You can replace the more line with a simple set "thisIsNotSet=" to get the same result

Answer 2

I think there are two things contributing:

1. A drive letter can actually be every character other than white-spaces, / and \. Check out the subst command, which accepts also an &, for example (although it is not listed by subst):

   C:\>subst X: C:\
   
   C:\>subst ^&: C:\
   
   C:\>subst
   X:\: => C:\
   
   C:\>X:
   
   X:\>^&:
   
   &:\>        
   

2. for does not access the file system unless it really needs to, which is the case when:

   • wildcards (like ?, *) are used in the set (where the file system needs to be accessed by the for command immediately);

   • the for reference (%I) expansion requires information from the file system:

     • for the modifiers ~s, ~a, ~t, ~z and ~$ENV:, information from the file system is required, of course;
     • for the modifiers ~n, ~x and ~p, and also the corresponding parts of ~f, which is nothing but ~dpnx, the file system is accessed for case preservation (if the path does not exist, the original case is maintained);
     • for the modifiers ~n, ~x, ~p and ~d, and also ~f, the file system needs to be accessed in case a relative path is provided, with or without a dedicated drive specified (for instance, abc\def, D:data, P:), because the current working directory path (of the given drive in case) needs to be determined;

   
   So the ~d modifier, and also the corresponding part of ~f, is handled by pure string manipulation as long as the file system is not accessed according to the aforementioned conditions.

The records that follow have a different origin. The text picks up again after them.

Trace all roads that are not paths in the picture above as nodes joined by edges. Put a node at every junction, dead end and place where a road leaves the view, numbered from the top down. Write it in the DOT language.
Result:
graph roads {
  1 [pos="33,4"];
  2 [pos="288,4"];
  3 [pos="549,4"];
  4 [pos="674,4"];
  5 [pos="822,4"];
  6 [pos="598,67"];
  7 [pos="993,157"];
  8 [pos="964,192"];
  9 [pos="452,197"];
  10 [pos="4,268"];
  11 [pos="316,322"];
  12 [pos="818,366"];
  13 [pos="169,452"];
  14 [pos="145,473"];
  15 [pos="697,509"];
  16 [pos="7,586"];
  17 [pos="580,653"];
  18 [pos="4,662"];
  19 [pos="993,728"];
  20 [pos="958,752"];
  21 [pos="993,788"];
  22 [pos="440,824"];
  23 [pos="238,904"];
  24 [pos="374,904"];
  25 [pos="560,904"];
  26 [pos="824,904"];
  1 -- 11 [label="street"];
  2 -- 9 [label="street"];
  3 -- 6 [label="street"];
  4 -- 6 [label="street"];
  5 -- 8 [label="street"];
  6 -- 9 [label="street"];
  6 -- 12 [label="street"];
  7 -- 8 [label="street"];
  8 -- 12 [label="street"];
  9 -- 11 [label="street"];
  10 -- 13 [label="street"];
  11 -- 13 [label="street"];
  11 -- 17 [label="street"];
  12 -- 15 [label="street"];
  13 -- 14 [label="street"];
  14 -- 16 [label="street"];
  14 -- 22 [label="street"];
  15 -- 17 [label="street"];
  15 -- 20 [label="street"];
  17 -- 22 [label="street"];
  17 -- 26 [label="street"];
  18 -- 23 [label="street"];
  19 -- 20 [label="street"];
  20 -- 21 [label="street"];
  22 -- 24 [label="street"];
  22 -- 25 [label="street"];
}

   Simply try your original code but with absolute paths, like for %I in (a:\ b:\ c:\ ">:\" "&:\") do @rem %~fI, etc., and you will find that there are no corresponding =Drive: variables.

---

Summary

Drive letters can literally be almost any characters (see subst). As soon as for accesses the file system to search for drives and paths, the accessed drives are recorded in the =Drive: variables.